• [Activity]
Every line of the material below must be repeated exactly.

▬▬▬▬▬▬▬▬▬▬

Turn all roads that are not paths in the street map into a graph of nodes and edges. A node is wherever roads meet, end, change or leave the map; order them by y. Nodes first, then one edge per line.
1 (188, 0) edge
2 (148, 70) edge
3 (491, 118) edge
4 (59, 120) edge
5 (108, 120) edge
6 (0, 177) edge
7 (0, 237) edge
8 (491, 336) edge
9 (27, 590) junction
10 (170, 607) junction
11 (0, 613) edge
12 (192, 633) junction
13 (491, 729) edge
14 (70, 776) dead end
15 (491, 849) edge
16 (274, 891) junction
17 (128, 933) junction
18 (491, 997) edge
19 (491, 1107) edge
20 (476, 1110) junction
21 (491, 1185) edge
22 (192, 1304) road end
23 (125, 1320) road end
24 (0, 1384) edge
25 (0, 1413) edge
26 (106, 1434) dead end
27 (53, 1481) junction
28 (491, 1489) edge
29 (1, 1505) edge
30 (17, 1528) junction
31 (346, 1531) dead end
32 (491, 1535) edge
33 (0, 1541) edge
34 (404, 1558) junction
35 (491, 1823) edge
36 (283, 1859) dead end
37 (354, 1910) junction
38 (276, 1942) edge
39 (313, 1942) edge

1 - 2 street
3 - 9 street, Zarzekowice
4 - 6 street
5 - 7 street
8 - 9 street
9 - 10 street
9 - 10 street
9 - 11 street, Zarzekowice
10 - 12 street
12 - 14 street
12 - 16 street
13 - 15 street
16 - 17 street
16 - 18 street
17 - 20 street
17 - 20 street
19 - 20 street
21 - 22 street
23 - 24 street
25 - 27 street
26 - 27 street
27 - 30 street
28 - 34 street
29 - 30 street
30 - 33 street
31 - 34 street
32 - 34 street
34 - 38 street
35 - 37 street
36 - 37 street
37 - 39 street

▬▬▬▬▬▬▬▬▬▬

• [Result for this task]
Turn all roads that are not paths in the street map into a graph of nodes and edges. A node is wherever roads meet, end, change or leave the map; order them by y. Nodes first, then one edge per line.
1 (188, 0) edge
2 (148, 70) edge
3 (491, 118) edge
4 (59, 120) edge
5 (108, 120) edge
6 (0, 177) edge
7 (0, 237) edge
8 (491, 336) edge
9 (27, 590) junction
10 (170, 607) junction
11 (0, 613) edge
12 (192, 633) junction
13 (491, 729) edge
14 (70, 776) dead end
15 (491, 849) edge
16 (274, 891) junction
17 (128, 933) junction
18 (491, 997) edge
19 (491, 1107) edge
20 (476, 1110) junction
21 (491, 1185) edge
22 (192, 1304) road end
23 (125, 1320) road end
24 (0, 1384) edge
25 (0, 1413) edge
26 (106, 1434) dead end
27 (53, 1481) junction
28 (491, 1489) edge
29 (1, 1505) edge
30 (17, 1528) junction
31 (346, 1531) dead end
32 (491, 1535) edge
33 (0, 1541) edge
34 (404, 1558) junction
35 (491, 1823) edge
36 (283, 1859) dead end
37 (354, 1910) junction
38 (276, 1942) edge
39 (313, 1942) edge

1 - 2 street
3 - 9 street, Zarzekowice
4 - 6 street
5 - 7 street
8 - 9 street
9 - 10 street
9 - 10 street
9 - 11 street, Zarzekowice
10 - 12 street
12 - 14 street
12 - 16 street
13 - 15 street
16 - 17 street
16 - 18 street
17 - 20 street
17 - 20 street
19 - 20 street
21 - 22 street
23 - 24 street
25 - 27 street
26 - 27 street
27 - 30 street
28 - 34 street
29 - 30 street
30 - 33 street
31 - 34 street
32 - 34 street
34 - 38 street
35 - 37 street
36 - 37 street
37 - 39 street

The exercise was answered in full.